Aim of the exercise:
Would you copy every record exactly as it stands and drop the pictures?

Extracted material:
┌────────

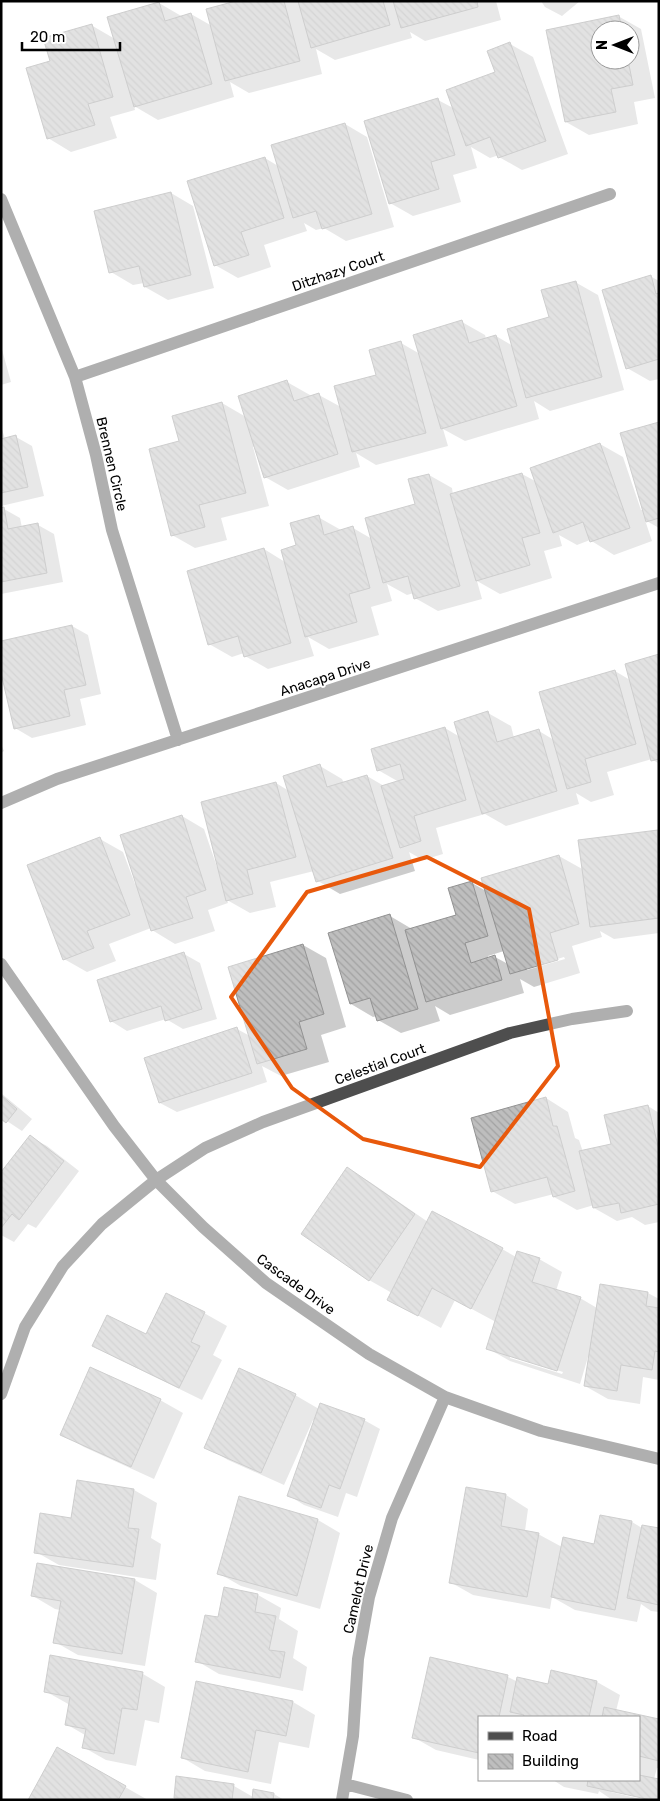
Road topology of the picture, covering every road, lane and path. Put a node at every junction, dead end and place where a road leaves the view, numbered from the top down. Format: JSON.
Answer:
{"nodes":[{"id":1,"x":610,"y":194,"type":"dead end"},
{"id":2,"x":1,"y":200,"type":"edge"},
{"id":3,"x":75,"y":377,"type":"junction"},
{"id":4,"x":659,"y":583,"type":"edge"},
{"id":5,"x":178,"y":740,"type":"junction"},
{"id":6,"x":1,"y":803,"type":"edge"},
{"id":7,"x":1,"y":964,"type":"edge"},
{"id":8,"x":627,"y":1011,"type":"dead end"},
{"id":9,"x":156,"y":1180,"type":"junction"},
{"id":10,"x":1,"y":1394,"type":"edge"},
{"id":11,"x":445,"y":1397,"type":"junction"},
{"id":12,"x":659,"y":1459,"type":"edge"},
{"id":13,"x":345,"y":1784,"type":"junction"},
{"id":14,"x":342,"y":1800,"type":"edge"},
{"id":15,"x":407,"y":1800,"type":"edge"}],
"edges":[{"from":1,"to":3,"type":"street","name":"Ditzhazy Court"},
{"from":2,"to":3,"type":"street","name":"Brennen Circle"},
{"from":3,"to":5,"type":"street","name":"Brennen Circle"},
{"from":4,"to":5,"type":"street","name":"Anacapa Drive"},
{"from":5,"to":6,"type":"street","name":"Anacapa Drive"},
{"from":7,"to":9,"type":"street","name":"Cascade Drive"},
{"from":8,"to":9,"type":"street","name":"Celestial Court"},
{"from":9,"to":10,"type":"street","name":"Celestial Court"},
{"from":9,"to":11,"type":"street","name":"Cascade Drive"},
{"from":11,"to":12,"type":"street","name":"Cascade Drive"},
{"from":11,"to":13,"type":"street","name":"Camelot Drive"},
{"from":13,"to":14,"type":"street","name":"Camelot Drive"},
{"from":13,"to":15,"type":"street"}]}
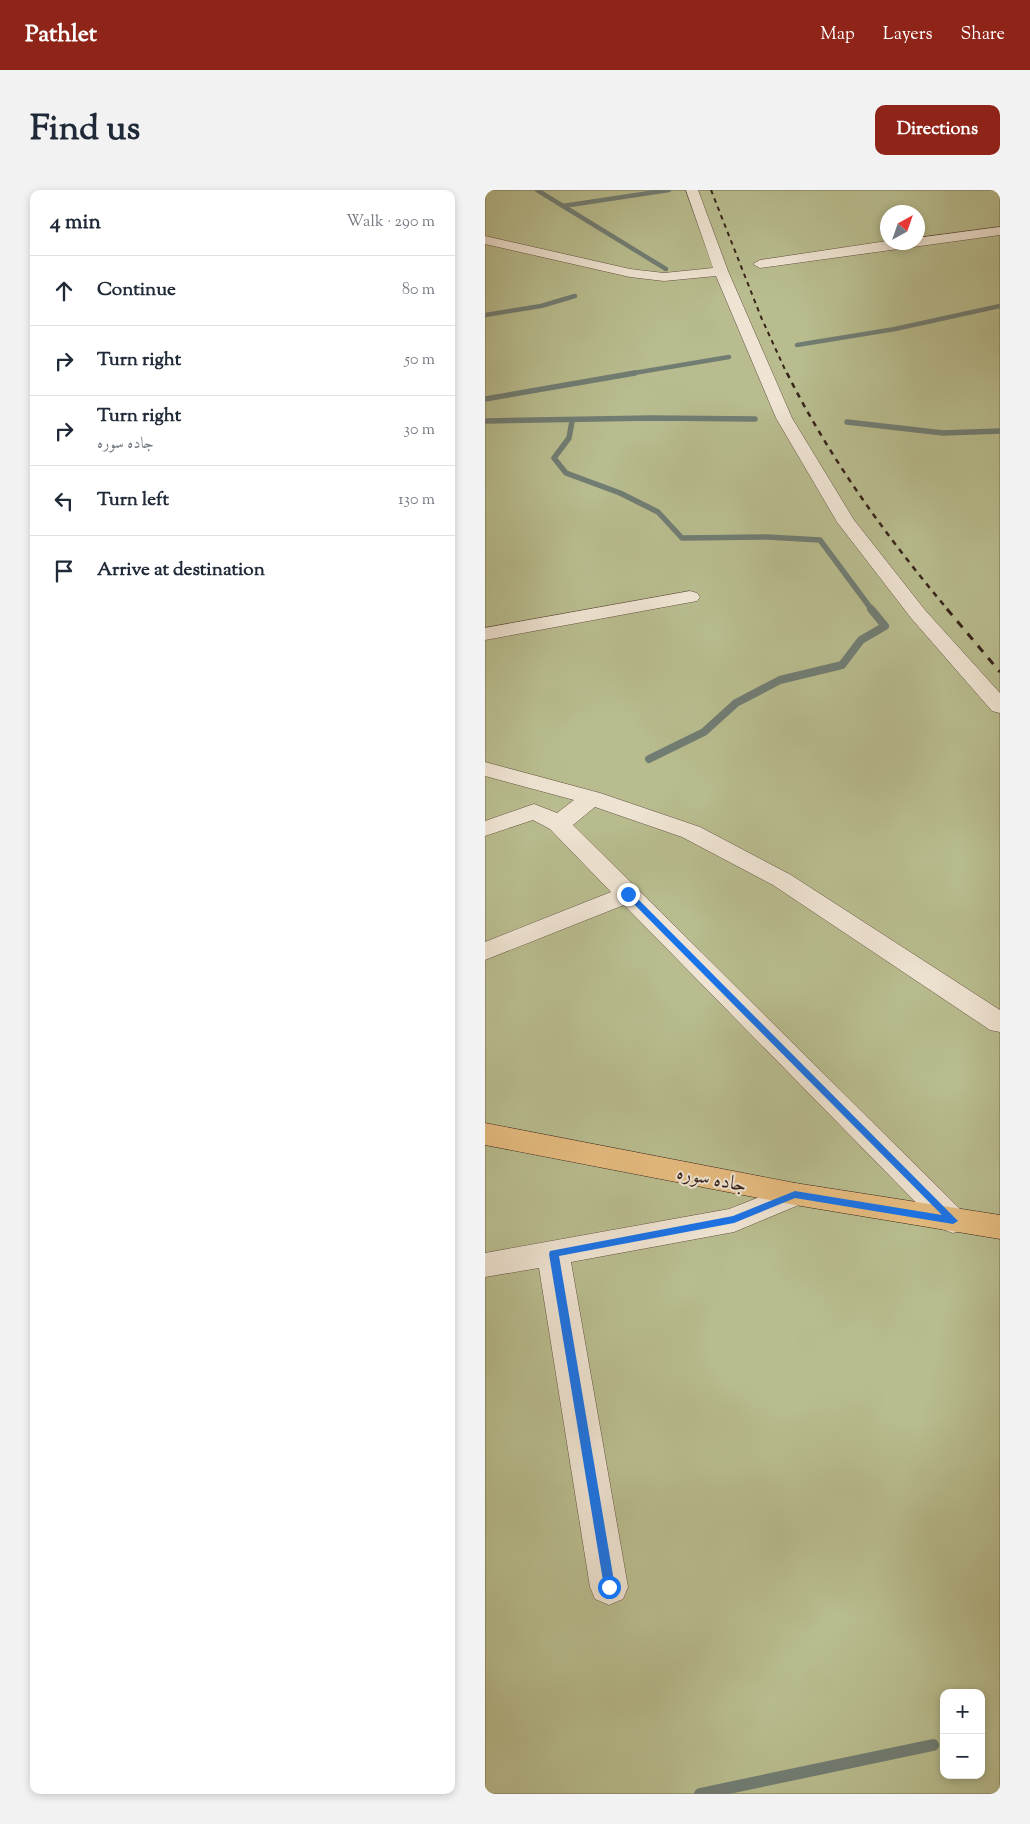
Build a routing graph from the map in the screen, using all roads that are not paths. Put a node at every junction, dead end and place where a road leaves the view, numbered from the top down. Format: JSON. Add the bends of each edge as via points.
{"nodes":[{"id":1,"x":692,"y":190,"type":"edge"},
{"id":2,"x":1000,"y":231,"type":"edge"},
{"id":3,"x":485,"y":240,"type":"edge"},
{"id":4,"x":925,"y":241,"type":"edge"},
{"id":5,"x":880,"y":247,"type":"edge"},
{"id":6,"x":760,"y":264,"type":"dead end"},
{"id":7,"x":721,"y":271,"type":"junction"},
{"id":8,"x":689,"y":597,"type":"dead end"},
{"id":9,"x":485,"y":634,"type":"edge"},
{"id":10,"x":1000,"y":706,"type":"edge"},
{"id":11,"x":485,"y":769,"type":"edge"},
{"id":12,"x":592,"y":798,"type":"junction"},
{"id":13,"x":559,"y":824,"type":"junction"},
{"id":14,"x":485,"y":829,"type":"edge"},
{"id":15,"x":628,"y":894,"type":"junction"},
{"id":16,"x":485,"y":952,"type":"edge"},
{"id":17,"x":1000,"y":1023,"type":"edge"},
{"id":18,"x":485,"y":1134,"type":"edge"},
{"id":19,"x":795,"y":1194,"type":"junction"},
{"id":20,"x":953,"y":1221,"type":"junction"},
{"id":21,"x":1000,"y":1227,"type":"edge"},
{"id":22,"x":553,"y":1254,"type":"junction"},
{"id":23,"x":485,"y":1265,"type":"edge"},
{"id":24,"x":609,"y":1587,"type":"dead end"}],
"edges":[{"from":1,"to":7,"type":"street"},
{"from":2,"to":4,"type":"street"},
{"from":3,"to":7,"type":"street","via":[[630,274],[664,277]]},
{"from":5,"to":6,"type":"street"},
{"from":7,"to":10,"type":"street","via":[[784,418],[846,522],[918,614]]},
{"from":8,"to":9,"type":"street"},
{"from":11,"to":12,"type":"street"},
{"from":12,"to":13,"type":"street"},
{"from":12,"to":17,"type":"street","via":[[691,832],[782,880]]},
{"from":13,"to":14,"type":"street","via":[[534,811]]},
{"from":13,"to":15,"type":"street"},
{"from":15,"to":16,"type":"street"},
{"from":15,"to":20,"type":"street"},
{"from":18,"to":19,"type":"main road","name":"جاده سوره"},
{"from":19,"to":20,"type":"main road","name":"جاده سوره"},
{"from":19,"to":22,"type":"street","via":[[734,1220]]},
{"from":20,"to":21,"type":"main road","name":"جاده سوره"},
{"from":22,"to":23,"type":"street"},
{"from":22,"to":24,"type":"street"}]}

└────────

Reply to the task:
Road topology of the picture, covering every road, lane and path. Put a node at every junction, dead end and place where a road leaves the view, numbered from the top down. Format: JSON.
Answer:
{"nodes":[{"id":1,"x":610,"y":194,"type":"dead end"},
{"id":2,"x":1,"y":200,"type":"edge"},
{"id":3,"x":75,"y":377,"type":"junction"},
{"id":4,"x":659,"y":583,"type":"edge"},
{"id":5,"x":178,"y":740,"type":"junction"},
{"id":6,"x":1,"y":803,"type":"edge"},
{"id":7,"x":1,"y":964,"type":"edge"},
{"id":8,"x":627,"y":1011,"type":"dead end"},
{"id":9,"x":156,"y":1180,"type":"junction"},
{"id":10,"x":1,"y":1394,"type":"edge"},
{"id":11,"x":445,"y":1397,"type":"junction"},
{"id":12,"x":659,"y":1459,"type":"edge"},
{"id":13,"x":345,"y":1784,"type":"junction"},
{"id":14,"x":342,"y":1800,"type":"edge"},
{"id":15,"x":407,"y":1800,"type":"edge"}],
"edges":[{"from":1,"to":3,"type":"street","name":"Ditzhazy Court"},
{"from":2,"to":3,"type":"street","name":"Brennen Circle"},
{"from":3,"to":5,"type":"street","name":"Brennen Circle"},
{"from":4,"to":5,"type":"street","name":"Anacapa Drive"},
{"from":5,"to":6,"type":"street","name":"Anacapa Drive"},
{"from":7,"to":9,"type":"street","name":"Cascade Drive"},
{"from":8,"to":9,"type":"street","name":"Celestial Court"},
{"from":9,"to":10,"type":"street","name":"Celestial Court"},
{"from":9,"to":11,"type":"street","name":"Cascade Drive"},
{"from":11,"to":12,"type":"street","name":"Cascade Drive"},
{"from":11,"to":13,"type":"street","name":"Camelot Drive"},
{"from":13,"to":14,"type":"street","name":"Camelot Drive"},
{"from":13,"to":15,"type":"street"}]}
Build a routing graph from the map in the screen, using all roads that are not paths. Put a node at every junction, dead end and place where a road leaves the view, numbered from the top down. Format: JSON. Add the bends of each edge as via points.
{"nodes":[{"id":1,"x":692,"y":190,"type":"edge"},
{"id":2,"x":1000,"y":231,"type":"edge"},
{"id":3,"x":485,"y":240,"type":"edge"},
{"id":4,"x":925,"y":241,"type":"edge"},
{"id":5,"x":880,"y":247,"type":"edge"},
{"id":6,"x":760,"y":264,"type":"dead end"},
{"id":7,"x":721,"y":271,"type":"junction"},
{"id":8,"x":689,"y":597,"type":"dead end"},
{"id":9,"x":485,"y":634,"type":"edge"},
{"id":10,"x":1000,"y":706,"type":"edge"},
{"id":11,"x":485,"y":769,"type":"edge"},
{"id":12,"x":592,"y":798,"type":"junction"},
{"id":13,"x":559,"y":824,"type":"junction"},
{"id":14,"x":485,"y":829,"type":"edge"},
{"id":15,"x":628,"y":894,"type":"junction"},
{"id":16,"x":485,"y":952,"type":"edge"},
{"id":17,"x":1000,"y":1023,"type":"edge"},
{"id":18,"x":485,"y":1134,"type":"edge"},
{"id":19,"x":795,"y":1194,"type":"junction"},
{"id":20,"x":953,"y":1221,"type":"junction"},
{"id":21,"x":1000,"y":1227,"type":"edge"},
{"id":22,"x":553,"y":1254,"type":"junction"},
{"id":23,"x":485,"y":1265,"type":"edge"},
{"id":24,"x":609,"y":1587,"type":"dead end"}],
"edges":[{"from":1,"to":7,"type":"street"},
{"from":2,"to":4,"type":"street"},
{"from":3,"to":7,"type":"street","via":[[630,274],[664,277]]},
{"from":5,"to":6,"type":"street"},
{"from":7,"to":10,"type":"street","via":[[784,418],[846,522],[918,614]]},
{"from":8,"to":9,"type":"street"},
{"from":11,"to":12,"type":"street"},
{"from":12,"to":13,"type":"street"},
{"from":12,"to":17,"type":"street","via":[[691,832],[782,880]]},
{"from":13,"to":14,"type":"street","via":[[534,811]]},
{"from":13,"to":15,"type":"street"},
{"from":15,"to":16,"type":"street"},
{"from":15,"to":20,"type":"street"},
{"from":18,"to":19,"type":"main road","name":"جاده سوره"},
{"from":19,"to":20,"type":"main road","name":"جاده سوره"},
{"from":19,"to":22,"type":"street","via":[[734,1220]]},
{"from":20,"to":21,"type":"main road","name":"جاده سوره"},
{"from":22,"to":23,"type":"street"},
{"from":22,"to":24,"type":"street"}]}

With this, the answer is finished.